Friday, February 17, 2012

child like faith

i love teaching. i love interacting with kids. most of all, i love hearing kiddos talk about Jesus.

this week i was subbing in a kindergarten class. [oh, and i love kindergarten!] as the students were working on a worksheet, it was my job to walk around and monitor their work. as i was making my rounds, i walked by a table of girls who were talking more than working. as i made my way to the table, i heard "Jesus" excitedly come from one of the girls mouths and became very curious. here is the conversation that took place [with much enthusiasm]

girl 1: "DID YOU KNOW JESUS DIED FOR US?!"
girl 2: "YEAH! JESUS DIED! ... FOR US! ISN'T THAT SOO COOL?"
girl 3: "Yeah, did you know that?!"
me: "I did know that"
girl 1: [goes to one of her friends at another table] "DID YOU KNOW JESUS DIED FOR US?!"
girl 4: "Jesus died for us! Isn't that so sad?"
me: It's not sad.
girl 2: "YEAH! It's not sad. HE died so that we may live."
girl 5: "He died so that we could live?"
girl 1: "Yeah, he died so that we could live with him one day in Heaven. JESUS DIED FOR US!"

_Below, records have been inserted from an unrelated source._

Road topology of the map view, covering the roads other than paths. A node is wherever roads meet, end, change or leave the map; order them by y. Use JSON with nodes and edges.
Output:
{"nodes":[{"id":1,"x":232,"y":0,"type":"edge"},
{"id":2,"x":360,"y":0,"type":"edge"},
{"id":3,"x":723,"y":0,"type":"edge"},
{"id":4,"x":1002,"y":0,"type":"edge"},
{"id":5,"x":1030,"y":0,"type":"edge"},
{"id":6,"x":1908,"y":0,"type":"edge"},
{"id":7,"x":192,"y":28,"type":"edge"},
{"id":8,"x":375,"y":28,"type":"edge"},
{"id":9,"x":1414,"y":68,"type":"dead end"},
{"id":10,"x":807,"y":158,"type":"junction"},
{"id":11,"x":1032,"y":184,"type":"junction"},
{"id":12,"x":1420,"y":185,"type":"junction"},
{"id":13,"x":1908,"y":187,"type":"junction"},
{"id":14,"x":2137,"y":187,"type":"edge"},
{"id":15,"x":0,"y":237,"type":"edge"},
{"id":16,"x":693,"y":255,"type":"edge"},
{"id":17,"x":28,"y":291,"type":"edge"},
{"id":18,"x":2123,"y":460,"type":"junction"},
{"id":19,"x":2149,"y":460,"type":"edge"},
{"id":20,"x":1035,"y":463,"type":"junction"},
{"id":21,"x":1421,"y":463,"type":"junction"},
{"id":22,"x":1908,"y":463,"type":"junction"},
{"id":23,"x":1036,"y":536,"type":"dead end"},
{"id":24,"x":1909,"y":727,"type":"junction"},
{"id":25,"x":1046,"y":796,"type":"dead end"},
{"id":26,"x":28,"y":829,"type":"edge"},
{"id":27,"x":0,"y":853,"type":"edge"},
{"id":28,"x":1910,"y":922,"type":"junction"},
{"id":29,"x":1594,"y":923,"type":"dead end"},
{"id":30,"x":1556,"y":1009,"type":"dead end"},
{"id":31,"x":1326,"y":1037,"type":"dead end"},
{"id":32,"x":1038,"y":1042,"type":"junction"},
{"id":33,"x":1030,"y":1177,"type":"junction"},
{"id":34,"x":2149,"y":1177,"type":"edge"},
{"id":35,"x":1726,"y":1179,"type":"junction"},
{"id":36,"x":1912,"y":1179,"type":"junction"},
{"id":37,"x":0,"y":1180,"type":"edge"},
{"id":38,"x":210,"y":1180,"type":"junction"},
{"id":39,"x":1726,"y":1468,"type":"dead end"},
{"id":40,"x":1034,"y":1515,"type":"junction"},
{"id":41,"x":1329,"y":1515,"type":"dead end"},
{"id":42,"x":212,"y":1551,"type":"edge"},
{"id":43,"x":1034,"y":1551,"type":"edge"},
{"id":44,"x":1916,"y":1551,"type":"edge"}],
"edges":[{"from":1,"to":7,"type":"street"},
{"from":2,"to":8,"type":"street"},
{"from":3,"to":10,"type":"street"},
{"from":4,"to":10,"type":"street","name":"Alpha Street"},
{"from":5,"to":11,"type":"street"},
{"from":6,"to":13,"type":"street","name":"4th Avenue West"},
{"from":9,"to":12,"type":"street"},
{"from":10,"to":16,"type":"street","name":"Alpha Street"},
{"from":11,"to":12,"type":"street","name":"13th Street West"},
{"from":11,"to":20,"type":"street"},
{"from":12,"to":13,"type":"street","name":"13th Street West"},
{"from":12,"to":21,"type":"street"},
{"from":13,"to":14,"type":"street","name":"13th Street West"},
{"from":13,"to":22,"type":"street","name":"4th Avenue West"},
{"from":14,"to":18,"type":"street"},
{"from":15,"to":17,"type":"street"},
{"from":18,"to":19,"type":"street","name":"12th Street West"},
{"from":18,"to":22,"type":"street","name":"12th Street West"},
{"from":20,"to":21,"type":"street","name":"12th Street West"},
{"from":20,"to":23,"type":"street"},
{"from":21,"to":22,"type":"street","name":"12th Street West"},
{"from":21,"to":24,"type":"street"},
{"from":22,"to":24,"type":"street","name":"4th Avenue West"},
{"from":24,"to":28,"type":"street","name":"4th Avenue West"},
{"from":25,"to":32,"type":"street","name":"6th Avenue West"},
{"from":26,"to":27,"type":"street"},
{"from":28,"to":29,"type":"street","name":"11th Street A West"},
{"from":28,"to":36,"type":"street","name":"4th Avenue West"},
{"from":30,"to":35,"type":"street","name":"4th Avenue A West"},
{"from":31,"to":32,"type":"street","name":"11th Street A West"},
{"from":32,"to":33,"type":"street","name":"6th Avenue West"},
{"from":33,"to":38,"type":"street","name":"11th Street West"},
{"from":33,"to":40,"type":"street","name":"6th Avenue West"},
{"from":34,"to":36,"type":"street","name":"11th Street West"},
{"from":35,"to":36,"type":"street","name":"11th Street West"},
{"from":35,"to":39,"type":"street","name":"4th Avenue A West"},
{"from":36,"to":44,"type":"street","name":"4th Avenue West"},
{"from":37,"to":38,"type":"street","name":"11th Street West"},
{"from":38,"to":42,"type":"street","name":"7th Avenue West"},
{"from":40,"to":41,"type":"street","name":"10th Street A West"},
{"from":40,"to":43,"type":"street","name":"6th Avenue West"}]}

..and this was the conversation that has brought me much joy. while the rest of the day was slightly challenging, God brought me back to this conversation to show me his simple truth; He died for us.

here is a sermon from john piper about children that i plan to listen to this afternoon. 
here is a short article by piper that you should read.

"Truly, I say to you, unless you turn and become like children, you will never enter the kingdom of heaven. Whoever humbles himself like this child is the greatest in the kingdom of heaven." (Matthew 18:3-4)

Saturday, February 4, 2012

snow days

saturday, we received around a foot of snow.
so, we made a snowman.
meet sunny.


Wednesday, February 1, 2012

provision

this whole substitute teaching thing is going a lot slower than i anticipated. and i mean a LOT slower. this friday will be my fourth job in four weeks. besides subbing with the public schools, i have been subbing at the children's center through the university.  how am i holding up? some day are better than others. but through this i am finally starting to see a glimpse of what the Lord is trying to teach me.

for the past month i have been reading Luke. four days ago i stumbled across Luke 12: 1-34  - and have been camped out ever since.

anxiety...a sin that hits close to home. for me, it usually sounds like: shouldn't i have a full-time job now that i'm done with college? will i get a sub job this week? whats my purpose this semester? what are we going to do after this semester? will we make enough money? am i respecting my husband enough? blah blah blah...

but then, Jesus said:

wow, there is a lot in these 3 verses. but ultimately, seek his kingdom and you will receive what you need. it's that easy? 

i am starting to see this is going to be a process for my heart. a process that probably won't happen over night. God has already shown me that when i seek his kingdom, he will provide jobs. and when jobs are canceled, he wants me to seek his kingdom that much more and trust in his provision. 

what does the next 3 months, year, 5 years look like for us? i don't have the slightest clue. [seriously] what i do know is that i am starting a journey of learning how to seek His kingdom and in return we will be given exactly what we need.